To support the mobile apps, I worked on exposing product information via a REST interface. To enable checkout through the mobile app, I had to refactor the terribly designed zen cart code to make the relevant portion re-usable. I won’t go into details, but this is another instance of when I decided to take the pain to refactor because by doing so I allowed mobile app to perform checkout, enabled automated testing to be done, and also enabled another internal project to do checkout that I can’t talk about at this time.
The night before the actual launch, I went to Union station in Toronto to meet up with VP of Marketing, PR agency, videographer and the workers who’ll put up the posters. The whole process of putting up the posters was documented in the time-lapse video on the virtual store landing page. I arrived around 6:30PM and didn’t leave until past 11PM.
The actual launch day was also interesting. I arrived at Union station at 7AM and worked from a coffee shop that had free wifi. Well.ca’s VP of Marketing, PR agency and photographers were busy capturing professional photos for the launch. As soon as I got newer photos I put them up on the landing page.
After lunch, I worked from PR agency’s office where the CEO, COO, marketing team were all there handling responses from the launch. The Globe and Mail’s Marina Strauss wrote an article on the launch. The Marketing Mag also covered the event and I found out that marketing people are really excited about showing up on Marketing Mag.
At 6PM, the CEO invited other people to come down to check out the virtual store. Afterwards, the team went to Marché restaurant at Brookfield Place to celebrate. VP of Marketing was on radio the next day and the CEO was on Canada AM on TV next morning!
Responses to the virtual store were largely positive. People were excited to see innovation happening in Canada.
A review from BlackBerry App World:
Scanned a QR code at their virtual store and my laundry detergent showed up at my door in 2 days. Amazing. Hopefully this inspires more pop up stores!
Most people get the concept and really liked it. On twitter the words “cool” and “field trip” were often used in talking about the virtual store.

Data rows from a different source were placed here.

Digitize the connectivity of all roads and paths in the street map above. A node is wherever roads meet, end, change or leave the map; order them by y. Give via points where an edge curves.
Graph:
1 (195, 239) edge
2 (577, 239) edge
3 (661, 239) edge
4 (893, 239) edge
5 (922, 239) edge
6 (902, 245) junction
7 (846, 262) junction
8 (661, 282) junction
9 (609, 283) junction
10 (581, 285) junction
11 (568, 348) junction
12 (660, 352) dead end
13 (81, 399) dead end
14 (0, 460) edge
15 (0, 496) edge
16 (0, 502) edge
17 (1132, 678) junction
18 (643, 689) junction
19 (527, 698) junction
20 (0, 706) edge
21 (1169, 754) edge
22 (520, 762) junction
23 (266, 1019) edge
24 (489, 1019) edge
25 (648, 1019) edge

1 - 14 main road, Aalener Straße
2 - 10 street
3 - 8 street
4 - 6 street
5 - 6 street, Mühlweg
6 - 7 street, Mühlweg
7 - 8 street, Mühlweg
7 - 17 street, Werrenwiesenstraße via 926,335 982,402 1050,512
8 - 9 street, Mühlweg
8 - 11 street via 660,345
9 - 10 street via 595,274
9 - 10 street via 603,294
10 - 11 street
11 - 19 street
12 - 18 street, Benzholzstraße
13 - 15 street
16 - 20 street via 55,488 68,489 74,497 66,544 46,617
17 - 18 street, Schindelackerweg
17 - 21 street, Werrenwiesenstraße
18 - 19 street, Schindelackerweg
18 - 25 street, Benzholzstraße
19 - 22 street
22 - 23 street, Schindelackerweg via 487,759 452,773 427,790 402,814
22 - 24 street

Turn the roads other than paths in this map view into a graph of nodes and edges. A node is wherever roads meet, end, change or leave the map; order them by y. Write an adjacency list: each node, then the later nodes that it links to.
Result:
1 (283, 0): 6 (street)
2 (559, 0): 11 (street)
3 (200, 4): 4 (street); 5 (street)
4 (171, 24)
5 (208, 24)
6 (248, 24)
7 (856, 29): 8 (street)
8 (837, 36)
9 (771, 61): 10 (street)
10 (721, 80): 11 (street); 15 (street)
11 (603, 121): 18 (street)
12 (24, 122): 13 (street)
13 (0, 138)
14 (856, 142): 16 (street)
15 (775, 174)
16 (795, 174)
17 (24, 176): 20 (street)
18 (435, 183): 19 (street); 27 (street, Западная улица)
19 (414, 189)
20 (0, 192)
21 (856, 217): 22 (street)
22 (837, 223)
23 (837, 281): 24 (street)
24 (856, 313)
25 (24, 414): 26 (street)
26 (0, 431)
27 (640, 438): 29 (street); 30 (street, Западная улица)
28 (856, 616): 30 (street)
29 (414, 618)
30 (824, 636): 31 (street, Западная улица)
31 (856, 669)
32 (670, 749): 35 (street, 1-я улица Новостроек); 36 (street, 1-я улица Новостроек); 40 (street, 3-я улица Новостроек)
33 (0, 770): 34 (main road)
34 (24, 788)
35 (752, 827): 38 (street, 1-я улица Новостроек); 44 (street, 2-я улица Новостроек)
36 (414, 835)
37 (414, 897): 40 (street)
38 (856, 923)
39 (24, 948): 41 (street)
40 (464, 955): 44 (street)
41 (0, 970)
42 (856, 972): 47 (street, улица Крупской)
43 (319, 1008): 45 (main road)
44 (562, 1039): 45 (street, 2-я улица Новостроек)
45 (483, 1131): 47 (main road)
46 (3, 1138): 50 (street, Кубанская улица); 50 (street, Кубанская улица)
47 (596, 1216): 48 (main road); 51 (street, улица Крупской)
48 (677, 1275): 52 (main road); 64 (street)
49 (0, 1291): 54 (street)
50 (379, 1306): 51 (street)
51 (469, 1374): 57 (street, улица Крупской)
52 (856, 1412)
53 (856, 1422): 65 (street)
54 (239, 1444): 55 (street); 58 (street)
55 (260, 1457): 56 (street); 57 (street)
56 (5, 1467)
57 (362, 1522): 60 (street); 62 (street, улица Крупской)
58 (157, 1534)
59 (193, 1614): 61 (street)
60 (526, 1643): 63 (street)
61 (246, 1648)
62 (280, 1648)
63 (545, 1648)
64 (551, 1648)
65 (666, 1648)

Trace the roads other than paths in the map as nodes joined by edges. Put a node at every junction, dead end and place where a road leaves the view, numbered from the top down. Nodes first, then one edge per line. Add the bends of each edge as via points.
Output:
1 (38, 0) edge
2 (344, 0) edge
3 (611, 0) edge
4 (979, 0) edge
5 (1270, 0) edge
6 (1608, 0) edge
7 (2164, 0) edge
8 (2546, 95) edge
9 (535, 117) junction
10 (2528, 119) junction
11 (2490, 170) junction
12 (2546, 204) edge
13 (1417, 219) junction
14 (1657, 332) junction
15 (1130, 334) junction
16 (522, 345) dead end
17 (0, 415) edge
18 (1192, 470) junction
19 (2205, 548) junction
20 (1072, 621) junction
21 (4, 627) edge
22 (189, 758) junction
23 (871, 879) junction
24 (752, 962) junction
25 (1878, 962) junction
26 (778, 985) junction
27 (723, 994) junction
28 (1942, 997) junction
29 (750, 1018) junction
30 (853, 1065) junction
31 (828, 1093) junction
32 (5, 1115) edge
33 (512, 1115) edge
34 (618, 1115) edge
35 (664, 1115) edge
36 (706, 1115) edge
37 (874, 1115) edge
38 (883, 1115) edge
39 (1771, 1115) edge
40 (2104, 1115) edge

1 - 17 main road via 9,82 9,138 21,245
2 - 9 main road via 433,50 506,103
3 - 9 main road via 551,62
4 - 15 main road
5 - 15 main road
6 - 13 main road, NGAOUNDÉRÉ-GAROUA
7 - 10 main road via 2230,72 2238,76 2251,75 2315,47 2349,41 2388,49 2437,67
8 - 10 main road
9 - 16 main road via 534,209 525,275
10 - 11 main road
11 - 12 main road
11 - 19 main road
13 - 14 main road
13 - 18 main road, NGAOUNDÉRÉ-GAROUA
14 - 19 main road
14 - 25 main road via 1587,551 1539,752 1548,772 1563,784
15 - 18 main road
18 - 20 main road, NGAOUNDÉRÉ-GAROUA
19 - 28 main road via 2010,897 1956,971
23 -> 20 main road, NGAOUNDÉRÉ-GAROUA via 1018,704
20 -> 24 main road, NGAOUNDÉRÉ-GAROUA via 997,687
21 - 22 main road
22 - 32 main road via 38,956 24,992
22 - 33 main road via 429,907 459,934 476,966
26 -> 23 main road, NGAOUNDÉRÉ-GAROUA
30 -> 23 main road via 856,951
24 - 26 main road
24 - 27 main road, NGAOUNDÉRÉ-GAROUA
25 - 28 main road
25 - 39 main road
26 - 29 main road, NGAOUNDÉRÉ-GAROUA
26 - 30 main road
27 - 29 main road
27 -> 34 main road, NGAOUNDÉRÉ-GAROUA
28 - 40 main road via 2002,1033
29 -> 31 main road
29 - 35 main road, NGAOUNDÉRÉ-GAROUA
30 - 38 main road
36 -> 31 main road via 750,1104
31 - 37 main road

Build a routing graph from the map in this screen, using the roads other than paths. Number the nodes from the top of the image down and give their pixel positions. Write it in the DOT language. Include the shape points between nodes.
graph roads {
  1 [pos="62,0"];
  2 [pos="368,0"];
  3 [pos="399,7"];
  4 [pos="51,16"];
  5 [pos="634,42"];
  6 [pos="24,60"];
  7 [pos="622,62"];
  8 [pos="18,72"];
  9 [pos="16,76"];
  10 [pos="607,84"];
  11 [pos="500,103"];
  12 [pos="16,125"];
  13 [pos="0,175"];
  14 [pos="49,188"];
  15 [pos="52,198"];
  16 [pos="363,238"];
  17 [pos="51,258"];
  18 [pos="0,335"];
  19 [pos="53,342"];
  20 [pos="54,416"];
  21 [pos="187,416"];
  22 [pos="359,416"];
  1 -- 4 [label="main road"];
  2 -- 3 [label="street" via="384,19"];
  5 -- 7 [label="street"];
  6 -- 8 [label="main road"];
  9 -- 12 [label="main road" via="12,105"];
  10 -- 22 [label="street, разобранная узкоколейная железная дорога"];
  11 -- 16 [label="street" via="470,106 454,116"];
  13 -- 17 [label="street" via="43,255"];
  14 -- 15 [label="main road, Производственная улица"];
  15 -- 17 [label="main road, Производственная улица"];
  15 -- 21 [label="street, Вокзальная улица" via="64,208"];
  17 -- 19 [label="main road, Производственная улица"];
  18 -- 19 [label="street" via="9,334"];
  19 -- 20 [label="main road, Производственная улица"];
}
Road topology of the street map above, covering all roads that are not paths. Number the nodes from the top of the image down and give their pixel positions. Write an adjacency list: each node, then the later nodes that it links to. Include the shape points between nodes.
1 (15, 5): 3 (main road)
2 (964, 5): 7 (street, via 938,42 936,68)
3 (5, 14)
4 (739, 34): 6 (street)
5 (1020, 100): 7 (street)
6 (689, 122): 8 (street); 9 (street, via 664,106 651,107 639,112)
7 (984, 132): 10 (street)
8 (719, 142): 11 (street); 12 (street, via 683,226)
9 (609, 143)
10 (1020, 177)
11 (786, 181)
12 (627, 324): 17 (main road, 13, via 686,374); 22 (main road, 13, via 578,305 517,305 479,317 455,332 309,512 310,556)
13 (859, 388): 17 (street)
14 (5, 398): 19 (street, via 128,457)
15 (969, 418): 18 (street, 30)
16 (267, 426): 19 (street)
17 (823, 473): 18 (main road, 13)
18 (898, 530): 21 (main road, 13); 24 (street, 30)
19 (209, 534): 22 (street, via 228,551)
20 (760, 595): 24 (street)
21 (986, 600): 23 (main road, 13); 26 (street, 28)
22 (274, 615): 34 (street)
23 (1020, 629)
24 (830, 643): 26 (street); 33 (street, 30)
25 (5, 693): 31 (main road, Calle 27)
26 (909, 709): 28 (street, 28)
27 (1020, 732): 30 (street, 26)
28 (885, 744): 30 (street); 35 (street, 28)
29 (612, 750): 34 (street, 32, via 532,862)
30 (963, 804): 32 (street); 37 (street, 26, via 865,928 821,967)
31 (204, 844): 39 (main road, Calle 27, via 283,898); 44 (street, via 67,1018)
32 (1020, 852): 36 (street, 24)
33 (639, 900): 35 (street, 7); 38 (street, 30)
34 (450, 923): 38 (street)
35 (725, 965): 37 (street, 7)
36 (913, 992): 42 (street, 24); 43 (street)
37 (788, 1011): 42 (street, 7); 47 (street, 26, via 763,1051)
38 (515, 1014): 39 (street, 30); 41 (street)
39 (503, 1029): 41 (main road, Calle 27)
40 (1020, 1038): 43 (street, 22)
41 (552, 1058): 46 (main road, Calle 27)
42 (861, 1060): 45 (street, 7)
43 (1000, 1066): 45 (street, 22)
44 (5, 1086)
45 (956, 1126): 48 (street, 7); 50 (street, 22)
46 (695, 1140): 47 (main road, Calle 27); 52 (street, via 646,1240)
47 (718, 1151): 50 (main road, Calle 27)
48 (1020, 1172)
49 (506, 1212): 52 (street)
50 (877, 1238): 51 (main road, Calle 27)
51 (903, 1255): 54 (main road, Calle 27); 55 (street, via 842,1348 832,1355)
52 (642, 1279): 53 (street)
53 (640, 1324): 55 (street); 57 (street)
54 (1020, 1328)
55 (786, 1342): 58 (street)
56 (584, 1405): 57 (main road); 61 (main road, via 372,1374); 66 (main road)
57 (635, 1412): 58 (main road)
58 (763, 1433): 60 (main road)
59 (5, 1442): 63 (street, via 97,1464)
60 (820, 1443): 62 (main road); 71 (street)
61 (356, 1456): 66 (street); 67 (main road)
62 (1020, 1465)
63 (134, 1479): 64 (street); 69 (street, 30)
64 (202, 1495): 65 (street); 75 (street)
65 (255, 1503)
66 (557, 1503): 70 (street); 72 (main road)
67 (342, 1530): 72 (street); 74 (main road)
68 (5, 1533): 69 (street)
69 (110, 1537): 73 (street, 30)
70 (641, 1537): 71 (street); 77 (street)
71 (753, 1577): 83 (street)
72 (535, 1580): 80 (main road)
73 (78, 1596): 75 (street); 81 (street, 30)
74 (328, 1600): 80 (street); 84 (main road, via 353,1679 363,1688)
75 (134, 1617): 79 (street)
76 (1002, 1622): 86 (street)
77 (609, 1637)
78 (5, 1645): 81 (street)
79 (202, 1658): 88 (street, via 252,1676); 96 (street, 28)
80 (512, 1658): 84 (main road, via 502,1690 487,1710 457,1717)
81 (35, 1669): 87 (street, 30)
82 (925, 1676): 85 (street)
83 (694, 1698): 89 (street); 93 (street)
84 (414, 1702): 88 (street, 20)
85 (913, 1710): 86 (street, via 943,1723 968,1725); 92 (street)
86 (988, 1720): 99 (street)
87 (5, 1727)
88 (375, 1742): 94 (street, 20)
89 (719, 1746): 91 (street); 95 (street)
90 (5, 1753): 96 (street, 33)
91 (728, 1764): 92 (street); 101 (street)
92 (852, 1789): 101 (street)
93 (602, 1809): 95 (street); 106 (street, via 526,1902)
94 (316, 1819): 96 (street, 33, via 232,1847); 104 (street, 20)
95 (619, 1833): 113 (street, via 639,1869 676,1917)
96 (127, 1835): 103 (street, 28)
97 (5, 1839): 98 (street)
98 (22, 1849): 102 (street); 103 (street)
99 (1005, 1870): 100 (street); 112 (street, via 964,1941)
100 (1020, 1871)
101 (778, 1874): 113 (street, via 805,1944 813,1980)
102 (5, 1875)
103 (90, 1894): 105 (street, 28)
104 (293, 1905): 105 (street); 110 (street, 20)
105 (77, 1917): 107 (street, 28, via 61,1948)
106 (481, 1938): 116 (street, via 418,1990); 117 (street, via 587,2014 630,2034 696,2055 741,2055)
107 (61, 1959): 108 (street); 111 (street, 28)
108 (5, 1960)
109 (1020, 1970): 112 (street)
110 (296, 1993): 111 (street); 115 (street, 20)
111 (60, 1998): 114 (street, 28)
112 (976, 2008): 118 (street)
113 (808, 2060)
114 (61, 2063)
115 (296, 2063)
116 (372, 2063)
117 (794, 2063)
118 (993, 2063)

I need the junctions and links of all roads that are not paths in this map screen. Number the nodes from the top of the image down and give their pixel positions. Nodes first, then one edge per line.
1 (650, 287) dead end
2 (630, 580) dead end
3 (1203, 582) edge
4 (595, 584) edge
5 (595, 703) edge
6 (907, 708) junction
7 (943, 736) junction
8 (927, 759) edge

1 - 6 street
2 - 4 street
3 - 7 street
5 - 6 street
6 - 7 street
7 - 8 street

That said, there were other types of responses and I can categorize all the responses into 4 groups:
- People who get it and thought it was cool
- People who didn’t get it and wondered by they would leave home only to scan a QR code for products delivered later
- People who thinks it’s a poor copy of the concept used in Korea
- People who are afraid of technology taking over the world or losing jobs
It was a fun launch and people were mostly excited about the virtual store. I learned a bunch of new things throughout this process. However, for me it’s a love & hate relationship with PhoneGap. It’s a technology that’s still maturing and definitely an option for people with limited resources or time. It might even be the preferred option because of ability to reuse web development skills. However, developing using platform’s SDK might still be the way to go to provide the best experience for that platform.